- **Assigned task**
Down to the last line, set the entries down again exactly.

- **Excerpted records**
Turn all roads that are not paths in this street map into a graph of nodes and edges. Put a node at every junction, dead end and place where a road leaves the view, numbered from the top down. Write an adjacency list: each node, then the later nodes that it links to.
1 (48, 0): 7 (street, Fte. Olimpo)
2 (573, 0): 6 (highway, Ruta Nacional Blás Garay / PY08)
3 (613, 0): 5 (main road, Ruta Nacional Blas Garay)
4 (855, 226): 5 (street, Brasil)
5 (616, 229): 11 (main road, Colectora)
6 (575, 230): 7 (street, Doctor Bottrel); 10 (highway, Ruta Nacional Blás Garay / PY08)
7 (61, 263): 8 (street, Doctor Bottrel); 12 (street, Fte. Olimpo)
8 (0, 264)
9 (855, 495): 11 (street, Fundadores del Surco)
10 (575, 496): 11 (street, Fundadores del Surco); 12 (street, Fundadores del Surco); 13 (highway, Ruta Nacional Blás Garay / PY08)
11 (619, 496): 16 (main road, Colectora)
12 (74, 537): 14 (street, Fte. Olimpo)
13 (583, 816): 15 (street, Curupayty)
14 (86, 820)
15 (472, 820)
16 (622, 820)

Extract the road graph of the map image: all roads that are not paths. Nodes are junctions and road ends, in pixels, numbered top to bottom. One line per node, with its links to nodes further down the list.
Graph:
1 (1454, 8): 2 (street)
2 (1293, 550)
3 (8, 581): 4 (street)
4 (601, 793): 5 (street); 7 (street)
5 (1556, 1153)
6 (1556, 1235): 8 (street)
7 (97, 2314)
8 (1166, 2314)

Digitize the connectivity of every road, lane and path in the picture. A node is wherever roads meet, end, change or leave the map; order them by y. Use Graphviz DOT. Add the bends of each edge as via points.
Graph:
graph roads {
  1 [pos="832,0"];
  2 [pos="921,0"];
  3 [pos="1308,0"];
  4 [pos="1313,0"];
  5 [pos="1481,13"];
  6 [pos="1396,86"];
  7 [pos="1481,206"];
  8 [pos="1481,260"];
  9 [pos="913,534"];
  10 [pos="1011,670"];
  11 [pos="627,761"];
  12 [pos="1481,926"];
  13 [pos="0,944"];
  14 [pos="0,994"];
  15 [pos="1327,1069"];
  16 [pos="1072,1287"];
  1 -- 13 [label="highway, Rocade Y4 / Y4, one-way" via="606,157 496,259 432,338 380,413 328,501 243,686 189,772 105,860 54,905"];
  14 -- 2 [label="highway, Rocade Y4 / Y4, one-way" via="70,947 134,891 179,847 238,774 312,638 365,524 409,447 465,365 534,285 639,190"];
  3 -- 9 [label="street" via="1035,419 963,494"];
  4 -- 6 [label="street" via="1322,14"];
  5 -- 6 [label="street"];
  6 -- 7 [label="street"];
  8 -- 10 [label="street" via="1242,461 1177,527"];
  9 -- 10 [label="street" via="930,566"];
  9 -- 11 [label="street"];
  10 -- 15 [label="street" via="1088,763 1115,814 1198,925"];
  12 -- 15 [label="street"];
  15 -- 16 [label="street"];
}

- **Solution to this task**
Turn all roads that are not paths in this street map into a graph of nodes and edges. Put a node at every junction, dead end and place where a road leaves the view, numbered from the top down. Write an adjacency list: each node, then the later nodes that it links to.
1 (48, 0): 7 (street, Fte. Olimpo)
2 (573, 0): 6 (highway, Ruta Nacional Blás Garay / PY08)
3 (613, 0): 5 (main road, Ruta Nacional Blas Garay)
4 (855, 226): 5 (street, Brasil)
5 (616, 229): 11 (main road, Colectora)
6 (575, 230): 7 (street, Doctor Bottrel); 10 (highway, Ruta Nacional Blás Garay / PY08)
7 (61, 263): 8 (street, Doctor Bottrel); 12 (street, Fte. Olimpo)
8 (0, 264)
9 (855, 495): 11 (street, Fundadores del Surco)
10 (575, 496): 11 (street, Fundadores del Surco); 12 (street, Fundadores del Surco); 13 (highway, Ruta Nacional Blás Garay / PY08)
11 (619, 496): 16 (main road, Colectora)
12 (74, 537): 14 (street, Fte. Olimpo)
13 (583, 816): 15 (street, Curupayty)
14 (86, 820)
15 (472, 820)
16 (622, 820)

Extract the road graph of the map image: all roads that are not paths. Nodes are junctions and road ends, in pixels, numbered top to bottom. One line per node, with its links to nodes further down the list.
Graph:
1 (1454, 8): 2 (street)
2 (1293, 550)
3 (8, 581): 4 (street)
4 (601, 793): 5 (street); 7 (street)
5 (1556, 1153)
6 (1556, 1235): 8 (street)
7 (97, 2314)
8 (1166, 2314)

Digitize the connectivity of every road, lane and path in the picture. A node is wherever roads meet, end, change or leave the map; order them by y. Use Graphviz DOT. Add the bends of each edge as via points.
Graph:
graph roads {
  1 [pos="832,0"];
  2 [pos="921,0"];
  3 [pos="1308,0"];
  4 [pos="1313,0"];
  5 [pos="1481,13"];
  6 [pos="1396,86"];
  7 [pos="1481,206"];
  8 [pos="1481,260"];
  9 [pos="913,534"];
  10 [pos="1011,670"];
  11 [pos="627,761"];
  12 [pos="1481,926"];
  13 [pos="0,944"];
  14 [pos="0,994"];
  15 [pos="1327,1069"];
  16 [pos="1072,1287"];
  1 -- 13 [label="highway, Rocade Y4 / Y4, one-way" via="606,157 496,259 432,338 380,413 328,501 243,686 189,772 105,860 54,905"];
  14 -- 2 [label="highway, Rocade Y4 / Y4, one-way" via="70,947 134,891 179,847 238,774 312,638 365,524 409,447 465,365 534,285 639,190"];
  3 -- 9 [label="street" via="1035,419 963,494"];
  4 -- 6 [label="street" via="1322,14"];
  5 -- 6 [label="street"];
  6 -- 7 [label="street"];
  8 -- 10 [label="street" via="1242,461 1177,527"];
  9 -- 10 [label="street" via="930,566"];
  9 -- 11 [label="street"];
  10 -- 15 [label="street" via="1088,763 1115,814 1198,925"];
  12 -- 15 [label="street"];
  15 -- 16 [label="street"];
}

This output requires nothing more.